Quedé atónito, debo admitirlo.
El jueves de la semana pasada, mientras iba caminando por Marín desde Portugal hacia Lira –ya saben, escuchando música, fumando, lo de siempre–, me encontré con una imagen insólita. Frente al Edificio del Claustro y justo al lado de un letrero que dice 'no estacionar de 7:00 a 20:00', a las 8:20 de la mañana estaba detenido un automóvil. Y como si no fuese suficiente, el vehículo en cuestión estaba parado en el reducido espacio entre la entrada y la salida de los estacionamientos del mencionado edificio en dirección contraria al sentido del tránsito (hecho entendible en vías reversibles como San Ignacio o Portugal, pero no en Marín).

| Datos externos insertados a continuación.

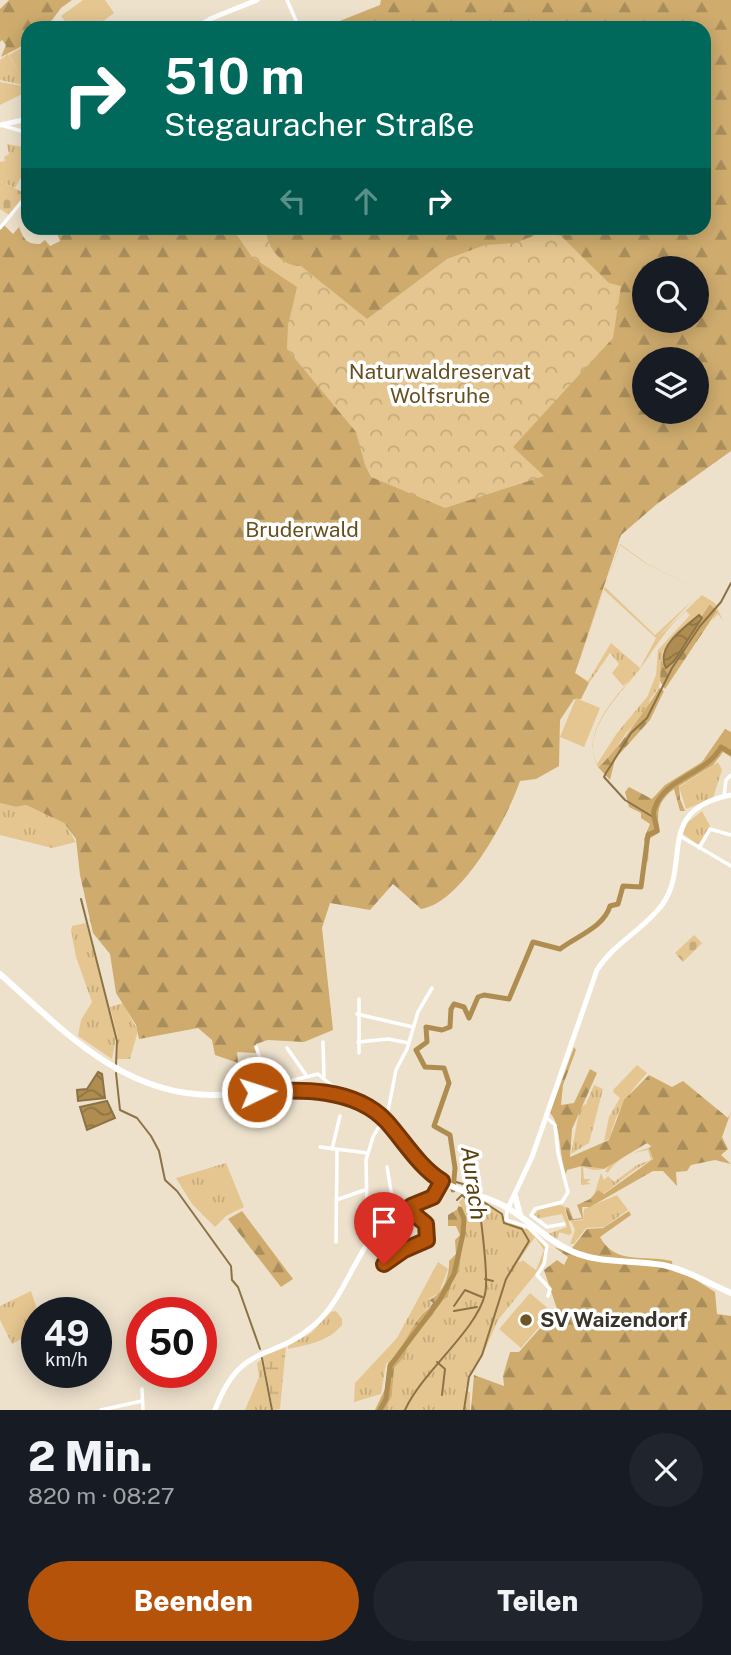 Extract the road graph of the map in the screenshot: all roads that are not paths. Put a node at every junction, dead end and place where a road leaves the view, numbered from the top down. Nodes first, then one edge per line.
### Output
1 (257, 0) edge
2 (287, 0) edge
3 (207, 21) edge
4 (296, 21) edge
5 (21, 120) edge
6 (0, 125) edge
7 (21, 131) edge
8 (21, 202) edge
9 (0, 228) edge
10 (731, 775) edge
11 (727, 796) edge
12 (731, 835) edge
13 (678, 836) junction
14 (699, 848) junction
15 (730, 864) edge
16 (0, 974) edge
17 (432, 988) dead end
18 (359, 999) dead end
19 (357, 1014) junction
20 (413, 1027) junction
21 (323, 1042) dead end
22 (358, 1042) junction
23 (409, 1043) junction
24 (256, 1047) dead end
25 (286, 1048) dead end
26 (359, 1053) dead end
27 (306, 1075) junction
28 (324, 1076) junction
29 (270, 1086) junction
30 (225, 1095) junction
31 (340, 1115) dead end
32 (381, 1117) junction
33 (545, 1118) junction
34 (320, 1147) dead end
35 (335, 1149) junction
36 (368, 1153) junction
37 (387, 1167) dead end
38 (442, 1181) junction
39 (365, 1190) junction
40 (515, 1196) junction
41 (336, 1199) junction
42 (411, 1206) junction
43 (508, 1208) junction
44 (395, 1214) junction
45 (521, 1217) junction
46 (564, 1224) dead end
47 (377, 1230) junction
48 (336, 1242) dead end
49 (384, 1264) dead end
50 (731, 1293) edge
51 (548, 1296) dead end
52 (142, 1389) dead end
53 (142, 1401) junction
54 (105, 1409) edge
55 (143, 1410) edge
56 (215, 1410) edge

1 - 3 street
2 - 4 street
5 - 6 street
6 - 7 street
8 - 9 street
10 - 11 street
11 - 13 street
12 - 14 street
13 - 14 street
13 - 33 street
14 - 15 street
16 - 30 main road
17 - 20 street
18 - 19 street
19 - 20 street
19 - 22 street
20 - 23 street
21 - 28 street
22 - 23 street
22 - 26 street
23 - 32 street
24 - 29 street
25 - 27 street
27 - 28 street
27 - 29 street
28 - 32 street
29 - 30 street
30 - 32 main road
31 - 35 street
32 - 36 street
32 - 38 main road
33 - 40 street
33 - 46 street
34 - 35 street
35 - 36 street
35 - 41 street
36 - 39 street
37 - 44 street
38 - 42 street
38 - 43 main road
39 - 41 street
39 - 47 street
40 - 43 street
40 - 45 main road
41 - 48 street
42 - 44 street
42 - 49 street
43 - 45 main road
43 - 51 street
44 - 47 street
45 - 50 main road
47 - 56 street
52 - 53 street
53 - 54 street
53 - 55 street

| Andaba medio perdido el dueño... |
Para quienes me conocen, sabrán que mi mente empezó a trabajar tratando de imaginar cómo demonios estaba ahí el autito, estacionado de esa forma y contribuyendo al aumento del taco matutino. Sin embargo, a pesar de mis esfuerzos no encontré ninguna explicación que satisfaciera mi infinita curiosidad.
Algún despistado y anónimo autor nos ha dejado esta obra maestra de la falta de convivencia urbana.